It’s been quite a number of years since I read the Dune series, Frank Herbert’s legendary sci-fi epic depicting the struggle to control the eponymous desert planet and its space travel-enabling spice, but a recent discovery has made me want to read it again. That discovery is April Larson’s album “You Stand in a Valley Between Dunes”, a work conceived as a tribute to the power and imagination of the Dune universe. Louisiana-based Larson has quite an extensive discography up on Bandcamp, including both her own ambient work and her collaborations with Matt Bower as the duo Isobel Ccircle~, but it was her Dune-themed collection that initially caught my ear.
The album displays a preference for classic warm ambient music, but this is classic warm ambient done right: big, expansive chords, gradual changes, simple harmonic progressions, and buried details are here in abundance. Low fluttering rumbles are often used to convey the impression of galaxy-crossing speed onto weighty drones that otherwise shift quite slowly; on the couple of occasions where conventional beats are used, the effect is one of steady progression or even stasis. In ‘Brimstone and Cinnamon (Selim Wormrider)’, a muffled beat and piano-like broken chords are gradually overtaken by a general rumbling and insistent thump (perhaps as the giant worm burrows into the sand). Meanwhile, pieces such as ‘The Hubris of Josef Venport’ and ‘Glittering Flakes of a Shredded Cosmos (A Vision of Leto II)’ use a more ambiguous approach to harmony to create a mysterious, even mystical impression.

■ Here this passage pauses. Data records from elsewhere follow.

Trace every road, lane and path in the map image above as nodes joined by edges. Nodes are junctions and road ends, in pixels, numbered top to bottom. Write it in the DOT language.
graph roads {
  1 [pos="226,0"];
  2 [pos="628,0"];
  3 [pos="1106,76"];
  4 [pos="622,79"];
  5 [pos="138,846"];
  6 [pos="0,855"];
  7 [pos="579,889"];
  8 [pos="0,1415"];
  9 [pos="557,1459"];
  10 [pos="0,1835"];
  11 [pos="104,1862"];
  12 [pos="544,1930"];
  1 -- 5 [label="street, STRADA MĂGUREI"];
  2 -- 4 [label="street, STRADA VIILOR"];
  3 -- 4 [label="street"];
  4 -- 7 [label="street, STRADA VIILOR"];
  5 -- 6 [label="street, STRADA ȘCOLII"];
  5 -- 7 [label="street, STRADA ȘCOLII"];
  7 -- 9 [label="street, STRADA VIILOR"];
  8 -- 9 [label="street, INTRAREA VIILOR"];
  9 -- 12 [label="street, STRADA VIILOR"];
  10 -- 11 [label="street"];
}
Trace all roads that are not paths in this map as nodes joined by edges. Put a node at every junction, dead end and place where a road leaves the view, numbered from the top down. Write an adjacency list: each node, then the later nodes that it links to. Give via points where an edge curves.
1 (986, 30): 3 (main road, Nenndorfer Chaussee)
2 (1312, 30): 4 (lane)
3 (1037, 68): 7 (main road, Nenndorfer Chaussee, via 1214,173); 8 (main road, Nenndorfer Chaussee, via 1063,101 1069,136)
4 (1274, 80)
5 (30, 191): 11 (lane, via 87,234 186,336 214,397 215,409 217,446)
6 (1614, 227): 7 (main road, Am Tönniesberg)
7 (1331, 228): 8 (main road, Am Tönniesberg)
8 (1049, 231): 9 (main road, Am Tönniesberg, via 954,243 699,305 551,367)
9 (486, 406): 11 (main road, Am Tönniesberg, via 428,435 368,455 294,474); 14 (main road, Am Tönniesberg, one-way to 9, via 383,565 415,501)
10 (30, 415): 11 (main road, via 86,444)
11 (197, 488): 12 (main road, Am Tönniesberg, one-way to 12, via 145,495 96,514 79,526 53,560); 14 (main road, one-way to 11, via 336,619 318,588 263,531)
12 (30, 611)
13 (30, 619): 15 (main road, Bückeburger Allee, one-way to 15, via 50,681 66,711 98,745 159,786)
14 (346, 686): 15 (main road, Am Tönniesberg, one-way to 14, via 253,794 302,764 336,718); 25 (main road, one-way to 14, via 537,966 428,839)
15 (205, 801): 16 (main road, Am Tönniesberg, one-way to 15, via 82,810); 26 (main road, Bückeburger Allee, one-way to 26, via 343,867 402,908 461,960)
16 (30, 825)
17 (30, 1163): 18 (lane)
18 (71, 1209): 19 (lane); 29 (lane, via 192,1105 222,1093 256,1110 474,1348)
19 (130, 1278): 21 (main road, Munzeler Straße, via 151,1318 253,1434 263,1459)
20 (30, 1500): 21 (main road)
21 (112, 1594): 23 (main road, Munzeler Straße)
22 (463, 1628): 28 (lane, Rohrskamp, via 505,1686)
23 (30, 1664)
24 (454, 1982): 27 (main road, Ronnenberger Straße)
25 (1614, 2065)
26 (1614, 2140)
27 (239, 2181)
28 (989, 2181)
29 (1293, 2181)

Most of the 14 tracks on “You Stand in a Valley” are quite short; some end before I’ve had chance to fully immerse myself in them. But what the album excels at is in drawing out the dialectic common to the desert, to space, and to ambient music: that is, the perception of huge vastness and great intimacy in the same moment. I remember the early days of home digital music production and the huge glut of sci-fi-themed music that could be found on the nascent Internet; how it felt as if the future was accelerating towards us at ever-faster speeds. Now it’s possible to listen to such music in a nostalgic mode, as just another ‘retro’ genre dredged up from the past in order to hide a general stagnation and lack of ideas in the present. By way of contrast, “You Stand in a Valley Between Dunes” encourages the listener to imagine a future big enough to encompass the stars, and as close as the grains of sand in your hand.